▶ [PROBLEM REQUIREMENTS]: The word "Takoradi" marks the lines to keep; find each one in the data and copy it.

▶ [RECORDS FOR THE EXERCISE]:
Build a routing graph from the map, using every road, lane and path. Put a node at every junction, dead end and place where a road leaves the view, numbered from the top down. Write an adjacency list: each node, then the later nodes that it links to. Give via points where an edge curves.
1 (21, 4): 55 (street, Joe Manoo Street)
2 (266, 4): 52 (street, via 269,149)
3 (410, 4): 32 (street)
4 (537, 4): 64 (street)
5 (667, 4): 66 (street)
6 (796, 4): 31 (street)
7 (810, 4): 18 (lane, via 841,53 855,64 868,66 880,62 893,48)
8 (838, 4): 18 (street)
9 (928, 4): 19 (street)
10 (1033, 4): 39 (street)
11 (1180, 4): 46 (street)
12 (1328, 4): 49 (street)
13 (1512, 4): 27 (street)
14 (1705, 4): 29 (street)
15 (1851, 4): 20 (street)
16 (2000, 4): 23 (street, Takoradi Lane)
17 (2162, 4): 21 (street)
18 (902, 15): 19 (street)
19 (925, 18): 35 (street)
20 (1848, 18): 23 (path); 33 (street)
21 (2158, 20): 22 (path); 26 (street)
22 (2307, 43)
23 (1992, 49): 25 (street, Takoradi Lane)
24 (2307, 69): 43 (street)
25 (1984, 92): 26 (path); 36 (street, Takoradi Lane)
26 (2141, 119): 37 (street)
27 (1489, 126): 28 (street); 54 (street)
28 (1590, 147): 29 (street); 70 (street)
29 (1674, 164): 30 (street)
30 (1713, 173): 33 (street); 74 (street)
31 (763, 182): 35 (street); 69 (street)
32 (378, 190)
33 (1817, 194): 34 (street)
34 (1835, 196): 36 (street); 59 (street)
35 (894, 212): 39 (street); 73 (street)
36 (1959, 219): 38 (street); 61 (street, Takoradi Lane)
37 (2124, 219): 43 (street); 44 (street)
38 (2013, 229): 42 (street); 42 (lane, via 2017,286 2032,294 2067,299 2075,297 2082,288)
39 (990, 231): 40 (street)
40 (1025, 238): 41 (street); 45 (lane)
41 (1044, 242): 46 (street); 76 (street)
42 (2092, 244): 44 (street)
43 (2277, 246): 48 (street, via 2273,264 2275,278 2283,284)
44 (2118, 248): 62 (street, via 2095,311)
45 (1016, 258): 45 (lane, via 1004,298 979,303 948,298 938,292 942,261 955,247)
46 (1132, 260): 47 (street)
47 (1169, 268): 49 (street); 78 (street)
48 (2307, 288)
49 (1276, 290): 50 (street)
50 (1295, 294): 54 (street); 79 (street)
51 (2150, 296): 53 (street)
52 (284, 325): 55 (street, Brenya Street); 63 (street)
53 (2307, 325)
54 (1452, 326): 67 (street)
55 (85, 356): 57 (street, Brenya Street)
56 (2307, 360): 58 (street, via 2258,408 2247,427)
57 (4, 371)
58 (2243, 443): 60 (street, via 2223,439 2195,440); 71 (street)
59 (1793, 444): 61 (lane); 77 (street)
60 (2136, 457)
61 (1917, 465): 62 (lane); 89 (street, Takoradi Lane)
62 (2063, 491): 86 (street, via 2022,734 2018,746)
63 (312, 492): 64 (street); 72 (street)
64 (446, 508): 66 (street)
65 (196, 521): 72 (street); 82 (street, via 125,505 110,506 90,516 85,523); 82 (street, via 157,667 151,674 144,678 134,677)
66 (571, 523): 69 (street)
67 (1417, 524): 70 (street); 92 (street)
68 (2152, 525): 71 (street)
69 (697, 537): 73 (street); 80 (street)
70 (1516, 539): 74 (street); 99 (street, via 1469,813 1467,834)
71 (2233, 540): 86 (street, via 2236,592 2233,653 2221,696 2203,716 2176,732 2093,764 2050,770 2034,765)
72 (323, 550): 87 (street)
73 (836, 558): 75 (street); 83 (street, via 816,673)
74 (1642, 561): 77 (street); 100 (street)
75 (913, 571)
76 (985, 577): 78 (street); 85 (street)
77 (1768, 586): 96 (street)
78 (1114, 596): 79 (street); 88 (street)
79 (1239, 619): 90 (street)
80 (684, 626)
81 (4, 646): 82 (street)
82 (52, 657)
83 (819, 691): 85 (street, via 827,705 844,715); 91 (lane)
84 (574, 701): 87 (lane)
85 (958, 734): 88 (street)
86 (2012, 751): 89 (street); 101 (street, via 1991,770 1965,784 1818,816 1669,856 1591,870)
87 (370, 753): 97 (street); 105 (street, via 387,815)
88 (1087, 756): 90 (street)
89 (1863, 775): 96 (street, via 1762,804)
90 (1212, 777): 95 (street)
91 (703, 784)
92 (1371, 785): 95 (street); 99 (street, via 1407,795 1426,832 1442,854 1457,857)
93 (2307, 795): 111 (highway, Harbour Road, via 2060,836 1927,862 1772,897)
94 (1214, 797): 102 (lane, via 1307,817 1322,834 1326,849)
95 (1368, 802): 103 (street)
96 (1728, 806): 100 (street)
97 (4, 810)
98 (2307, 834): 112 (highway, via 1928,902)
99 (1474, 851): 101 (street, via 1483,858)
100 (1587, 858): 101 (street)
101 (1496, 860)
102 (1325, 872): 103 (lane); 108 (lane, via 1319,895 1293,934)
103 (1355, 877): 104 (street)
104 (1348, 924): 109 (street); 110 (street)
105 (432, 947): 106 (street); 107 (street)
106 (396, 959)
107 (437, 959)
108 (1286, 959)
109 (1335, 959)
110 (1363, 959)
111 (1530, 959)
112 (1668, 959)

▶ [YOUR SOLUTION]:
16 (2000, 4): 23 (street, Takoradi Lane)
23 (1992, 49): 25 (street, Takoradi Lane)
25 (1984, 92): 26 (path); 36 (street, Takoradi Lane)
36 (1959, 219): 38 (street); 61 (street, Takoradi Lane)
61 (1917, 465): 62 (lane); 89 (street, Takoradi Lane)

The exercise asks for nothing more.